My friend Nick recently traveled to a few countries in Europe, and when asked what his favorite meal he had there was, he answered polenta e casura, a specialty of Milan. (Judging from my success at Googling the dish, assuming I have the correct spelling, it is a closely kept specialty of Milano cuisine, too.) In any case, the dish sounded soothing, comforting and rustic: braised cabbage and sausage, with polenta on the side. What could be simpler yet more satisfying than that?
There may be much more to the authentic dish than that, some wine perhaps, an intricate stock. But I was tickled to realize this morning that I coincidentally had all the makings for a basic version at home.
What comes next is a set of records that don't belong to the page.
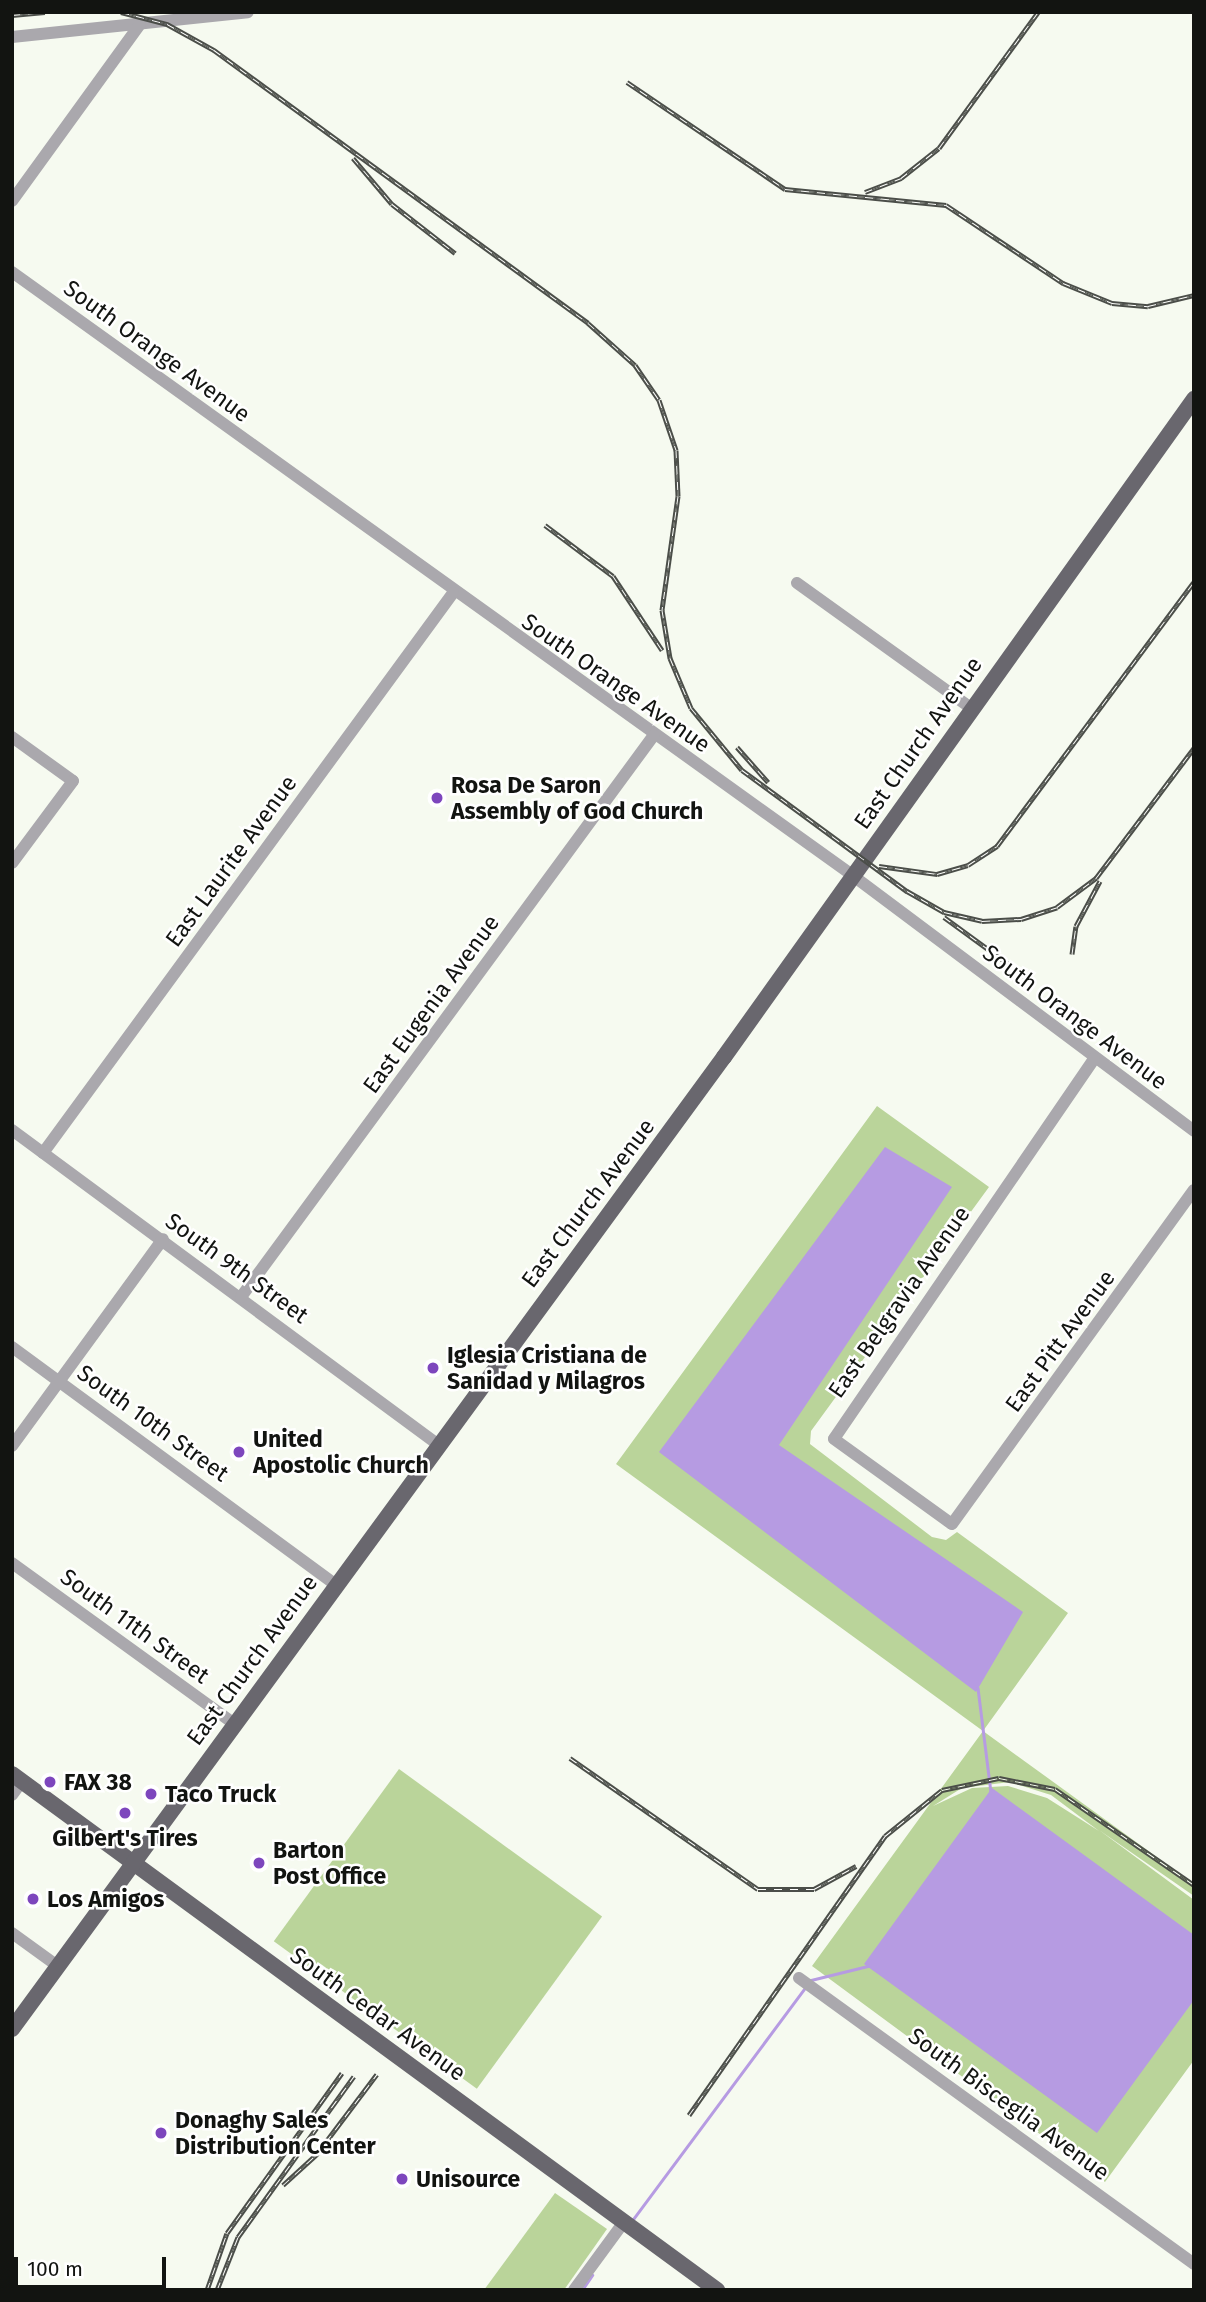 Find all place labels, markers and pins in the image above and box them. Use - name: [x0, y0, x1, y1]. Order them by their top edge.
- place label: Rosa De Saron Assembly of God Church: [451, 771, 703, 825]
- marker: Rosa De Saron Assembly of God Church: [429, 790, 445, 806]
- place label: Iglesia Cristiana de Sanidad y Milagros: [447, 1341, 647, 1395]
- marker: Iglesia Cristiana de Sanidad y Milagros: [425, 1360, 441, 1376]
- place label: United Apostolic Church: [253, 1425, 429, 1479]
- marker: United Apostolic Church: [231, 1444, 247, 1460]
- place label: FAX 38: [64, 1768, 132, 1796]
- marker: FAX 38: [42, 1774, 58, 1790]
- place label: Taco Truck: [165, 1780, 276, 1808]
- marker: Taco Truck: [143, 1786, 159, 1802]
- marker: Gilbert's Tires: [117, 1805, 133, 1821]
- place label: Gilbert's Tires: [52, 1824, 198, 1852]
- place label: Barton Post Office: [273, 1836, 386, 1890]
- marker: Barton Post Office: [251, 1855, 267, 1871]
- place label: Los Amigos: [47, 1885, 164, 1913]
- marker: Los Amigos: [25, 1891, 41, 1907]
- place label: Donaghy Sales Distribution Center: [175, 2106, 376, 2160]
- marker: Donaghy Sales Distribution Center: [153, 2125, 169, 2141]
- place label: Unisource: [416, 2165, 520, 2193]
- marker: Unisource: [394, 2171, 410, 2187]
I’ve been glancing at this package of spicy chicken sausages in my freezer every time I open it for months now. I didn’t buy it. A friend of mine did, on a grocery shopping trip just before coming to a get-together at my place, and accidentally left it behind. So I stashed it in the freezer for safekeeping. I know, it’s like, who leaves groceries such as sausages in their friends’ fridges? Extremely busy people, that’s who. People who didn’t have time to stop at home. And people who still haven’t had the chance to meet up and get it back. Well, I’m sorry, Aaron, but I’m just going to eat these now.
leftover sausage finally gets a good use
nutritionally hardy, oft-overlooked white cabbage
According to Mario Batali, according to Bill Buford in Heat, celery leaves are the most flavorful part of the plant. This works out great for me because I like to eat the stalks raw, but I don’t enjoy the leaves that way. So I try to cook with them before they wilt. I ripped off a handful of leaves from my bunch and chopped them up along with garlic to throw in the sizzling olive oil.
fine yellow cornmeal + water = often expensive Italian specialty
Speaking of Heat, if you also read it and recall the part about making polenta, you might have been as surprised as I was to learn that the classic preparation for this cornmeal mush is to cook it, stirring laboriously, for several hours. Avoiding the volcanic glops that spurt from the center of the pot, as poor Mr. Buford endured. Well, the way I always cook polenta, to self-satisfactory results, is in about ten seconds. Just get some water boiling, whisk in some fine yellow cornmeal (it doesn’t even have to be labeled “polenta” or Italian), and presto! I don’t even bother adding butter or cheese, just a little salt, though these optional ingredients would make it that much more tasty.
1: brown sausages
2: wilt cabbage and tomato
3: add water, cover and simmer
What a winter warmer. And unlike most wintery stews and soups, this hot lunch took only fifteen minutes to cook. If you don’t have any fresh tomatoes around, or are sticking to seasonal fresh veggies only, you might swap the small tomato for a spoonful of tomato paste. I happened to have tomatoes due to an irrepressible craving for grilled cheese with tomato a few days ago. That was a good lunch, too.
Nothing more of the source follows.